Outside Samantha Runnion’s condo, the courtyard was all chaos and paradox. Children played hopscotch and older boys rode skateboards while news crews on deadline frantically interviewed the growing crowd. Photographers with long lenses vied for position.
Parents were crying and hugging their children. People were kneeling, praying, crossing themselves, and lighting candles, many, many candles. Amid the din in English, Spanish, and Vietnamese, I heard strains of The Lord’s Prayer.
Five-year-old Samantha, kidnapped two days earlier while playing on that same sidewalk in Stanton, California, would not be coming home alive. At her residential complex, the vigil became a wake, the yard commandeered for sacred space. The mourners quickly erected a makeshift altar of massive floral displays punctuated by butterfly balloons, American flags, and windmills. Children brought mounds of new stuffed animals and even left their favorite worn toys. Religious statues and votive lights spread onto the sidewalks, spelling out Samantha’s name.
But these expressions of grief could not ease the pain of those drawn to the site—small children, foreign tourists, and Samantha’s family. Who could minister to such diverse needs? The Orange County sheriff called in a ministry team with which I volunteer. It was my most intense season of ministry ever.
In crises like this, too often ministers are spectators, wondering what to do. Working with a counseling team, I am ushered into the mess and welcomed to minister. The Trauma Intervention Program (TIP) works alongside police, fire, rescue, and emergency medical personnel. Our chapter is part of a national organization of volunteers called to the scenes of tragedy or hospital emergency rooms. This time our assignment: the “walking wounded” at Stanton.
Comforting strangers
Not having an exact procedure for “makeshift memorial duty,” I wasn’t sure what to expect.

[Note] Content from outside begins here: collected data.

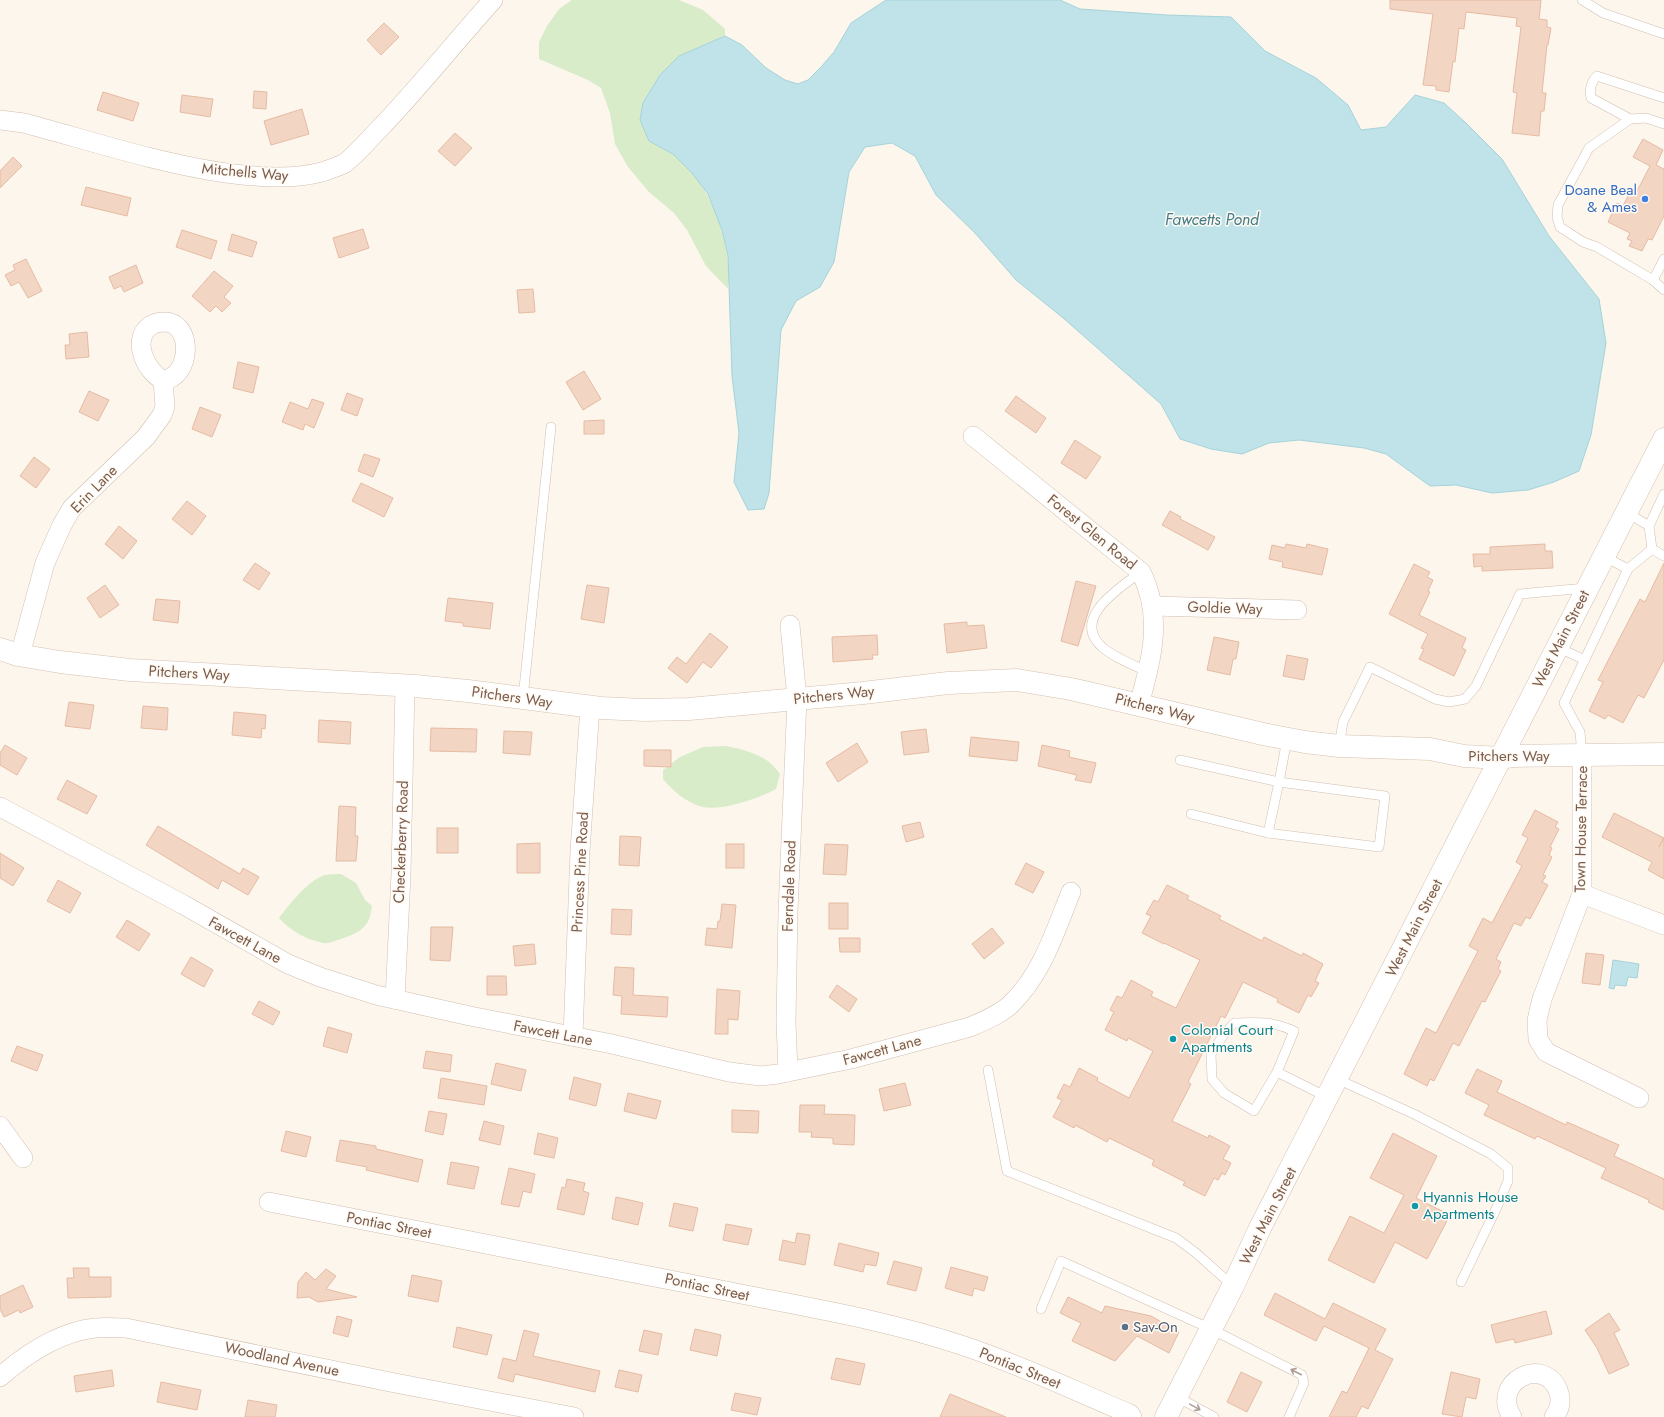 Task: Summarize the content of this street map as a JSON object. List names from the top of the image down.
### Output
{
  "streets": {
    "main road": ["West Main Street", "Pitchers Way"],
    "street": [
      "Mitchells Way",
      "Erin Lane",
      "Forest Glen Road",
      "Goldie Way",
      "Town House Terrace",
      "Checkerberry Road",
      "Princess Pine Road",
      "Ferndale Road",
      "Fawcett Lane",
      "Pontiac Street",
      "Woodland Avenue"
    ]
  },
  "crossings": [
    ["Erin Lane", "Pitchers Way"],
    ["Forest Glen Road", "Goldie Way"],
    ["Forest Glen Road", "Pitchers Way"],
    ["West Main Street", "Pitchers Way"],
    ["Pitchers Way", "Town House Terrace"],
    ["Pitchers Way", "Checkerberry Road"],
    ["Pitchers Way", "Princess Pine Road"],
    ["Pitchers Way", "Ferndale Road"],
    ["Checkerberry Road", "Fawcett Lane"],
    ["Princess Pine Road", "Fawcett Lane"],
    ["Ferndale Road", "Fawcett Lane"]
  ],
  "water": ["Fawcetts Pond"],
  "places": [
    "Doane Beal & Ames",
    "Colonial Court Apartments",
    "Hyannis House Apartments",
    "Sav-On"
  ]
} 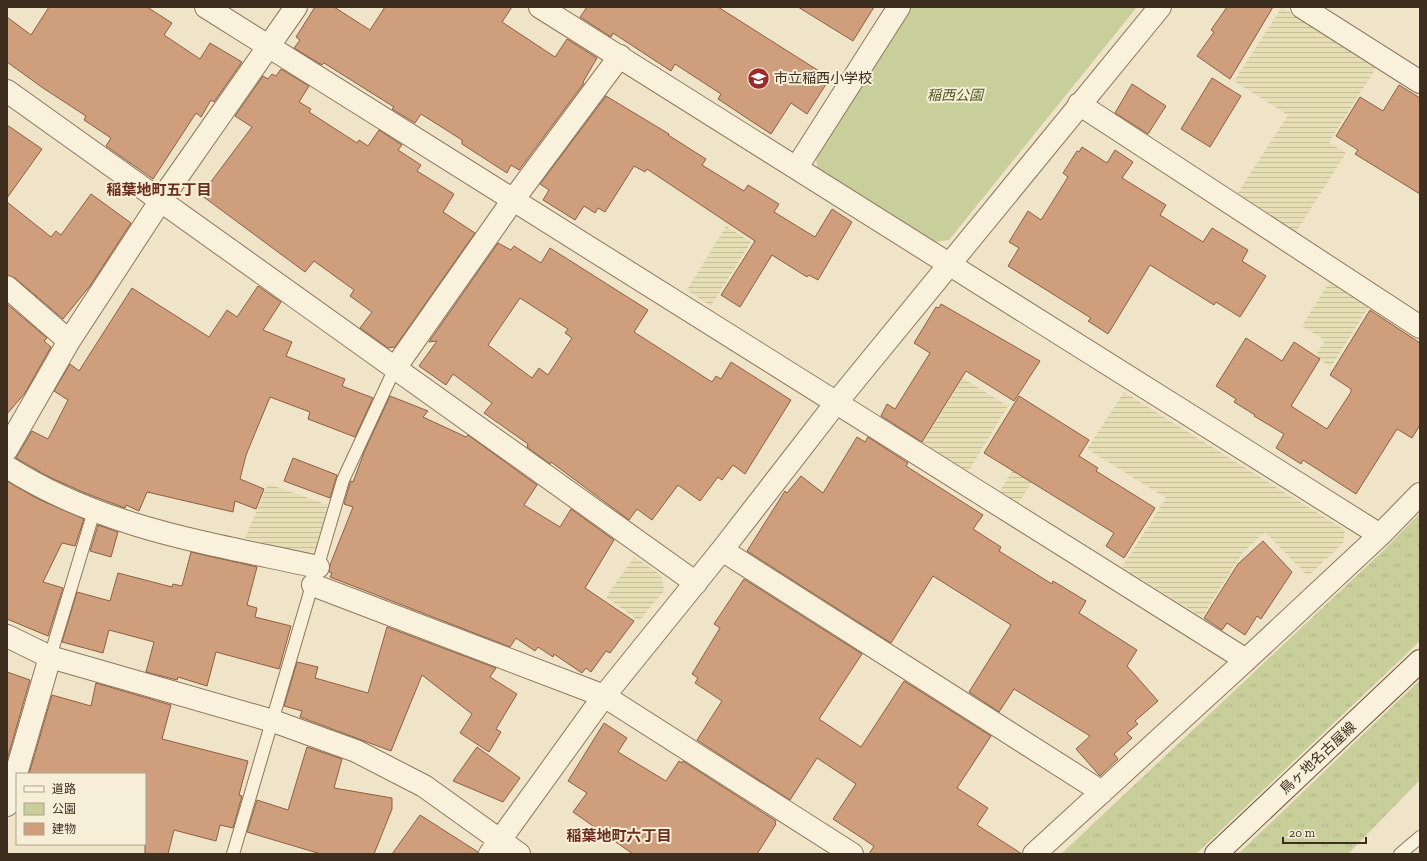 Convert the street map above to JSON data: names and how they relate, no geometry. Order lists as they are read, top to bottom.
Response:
{
  "streets": {
    "street": ["鳥ヶ地名古屋線"]
  },
  "districts": ["稲葉地町五丁目", "稲葉地町六丁目"],
  "parks": ["稲西公園"],
  "places": {
    "school or university": ["市立稲西小学校"]
  },
  "legend": ["道路", "公園", "建物"],
  "scale_bar": "20 m"
}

While I am surveying the crowd, one trembling woman with three girls approaches me. She says she is pregnant with a female baby—and unsure she wants to bring another girl into the world. I give her my full attention. She needs comfort and encouragement. Part of my job is to tell her not to make life-changing decisions while under such stress.
The needs are so diverse: Some parents are afraid to let their children play outside. One mother confides that her children are scared and didn’t sleep well last night. Another mom sounds overly compulsive about locking doors and windows. Many have lost children, and this tragedy has renewed their pain. A few are loud and angry. One woman looks especially stunned—she worked with the suspect.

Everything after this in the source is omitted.